Review: The Time Machine, by H. G. Wells



The Time Machine 

H. G. Wells
1895


An Alexandrine Couplet About The Future
In the future, rich people are super lazy
                    then poor people eat them—and other stuff happens


First, this book is where the term “time machine” came from. And that alone means it’s made a huge contribution to the world we live in.

The plot isn't concerned with time travel paradoxes, as the genre typically is now. It's all about traveling into the future. An aristocratic inventor in the industrial revolution creates a time machine. He goes forward 800,805 years to see how awesome the future became. One can only presume he wanted to fly a jetpack to the Giant Robot Fighting Championship.


Or at least take a monorail.

Instead he finds the Eloi, a group of simple minded, elegant people who live in buildings that were once futuristic. They pretty much eat fruit and frolic all day.

Then he finds his time machine is stolen (duh duh DUH!)




Because the future doesn’t have Neighborhood Watch.


Turns out, the machine was stolen by these Cro-Magnon like monsters who live in caves and are super good at maintaining and cleaning machinery, but don’t really have any true intelligence or imagination.

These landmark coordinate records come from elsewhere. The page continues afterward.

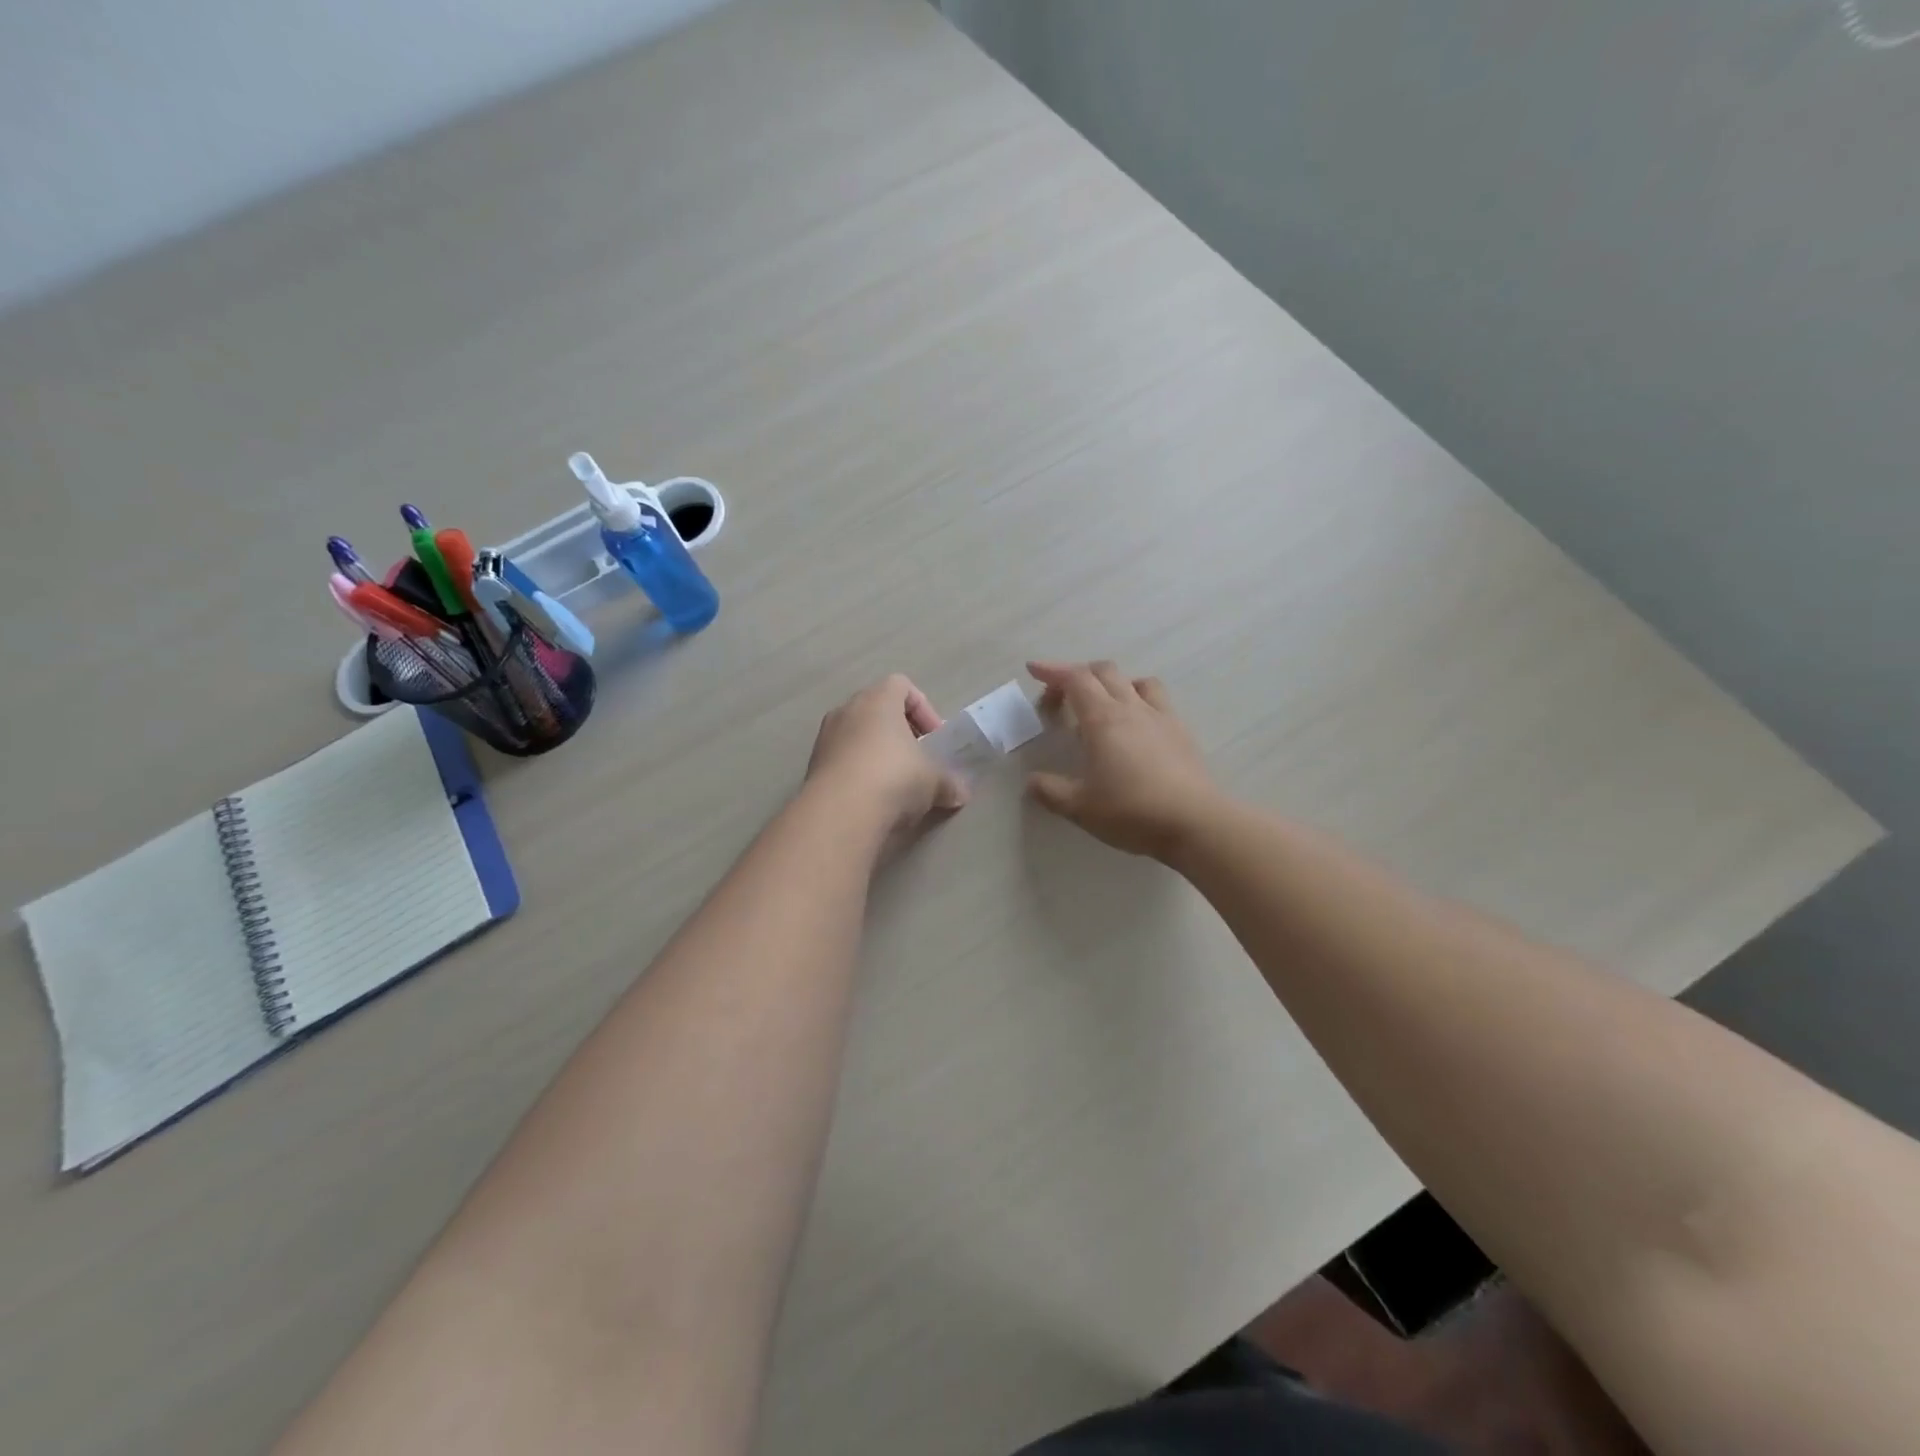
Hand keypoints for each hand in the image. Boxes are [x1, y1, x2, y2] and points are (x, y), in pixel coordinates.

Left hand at [805, 674, 967, 838]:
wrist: (840, 814)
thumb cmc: (894, 778)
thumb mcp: (934, 781)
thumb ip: (950, 782)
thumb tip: (961, 793)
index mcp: (878, 700)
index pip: (901, 685)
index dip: (923, 709)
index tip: (934, 739)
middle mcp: (847, 710)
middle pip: (877, 710)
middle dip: (900, 733)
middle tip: (917, 760)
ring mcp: (825, 738)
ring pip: (857, 736)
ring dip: (877, 754)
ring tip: (895, 785)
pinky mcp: (812, 767)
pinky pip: (842, 761)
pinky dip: (858, 773)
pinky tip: (872, 800)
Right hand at [1025, 660, 1219, 859]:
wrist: (1194, 822)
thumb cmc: (1131, 811)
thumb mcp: (1079, 807)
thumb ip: (1050, 791)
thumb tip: (1032, 781)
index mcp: (1102, 719)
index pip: (1075, 679)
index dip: (1052, 670)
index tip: (1034, 669)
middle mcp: (1131, 708)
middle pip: (1104, 672)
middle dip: (1077, 674)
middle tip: (1060, 696)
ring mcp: (1160, 717)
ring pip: (1135, 681)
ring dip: (1113, 683)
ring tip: (1102, 704)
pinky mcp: (1180, 732)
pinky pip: (1157, 699)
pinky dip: (1138, 699)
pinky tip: (1136, 725)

They’re called the Morlocks, because that sounds seriously sinister.



Points For Alliteration!


To make it worse, the Time Traveler learns that the Morlocks feed and clean up after the Eloi, and then eat them! This book is early sci-fi and early dystopian future. H. G. Wells was explaining how society was making serious mistakes. This book’s theory says that as there are more and more people, the poor working class (who increasingly do menial work in factories) are going to end up living in very cheap real estate, probably underground, while the rich will live more and more comfortably and idely off the poor folks’ labor. Darwinian evolution would take these two groups in different directions – the poor would evolve to favor physical strength, dexterity, and the skills used for machining parts, working assembly lines, and other mundane tasks. Higher order thinking would become a hindrance since it will only drive them crazy under those circumstances, and they’d slowly lose it. The rich, living in splendor, would eventually devolve as well; their strength would give way to litheness while things like intelligence and inventiveness would become emotional hindrances. They’d become more and more pretty but also more and more useless, live only to look good while consuming, and would eventually rely on their handlers to do virtually everything for them. The masses, having been conditioned to see them as important, support them despite the fact that they contribute nothing of value.



Ek! The Eloi Are Already Here
 
No really, reread the previous two sentences. The Eloi are already here.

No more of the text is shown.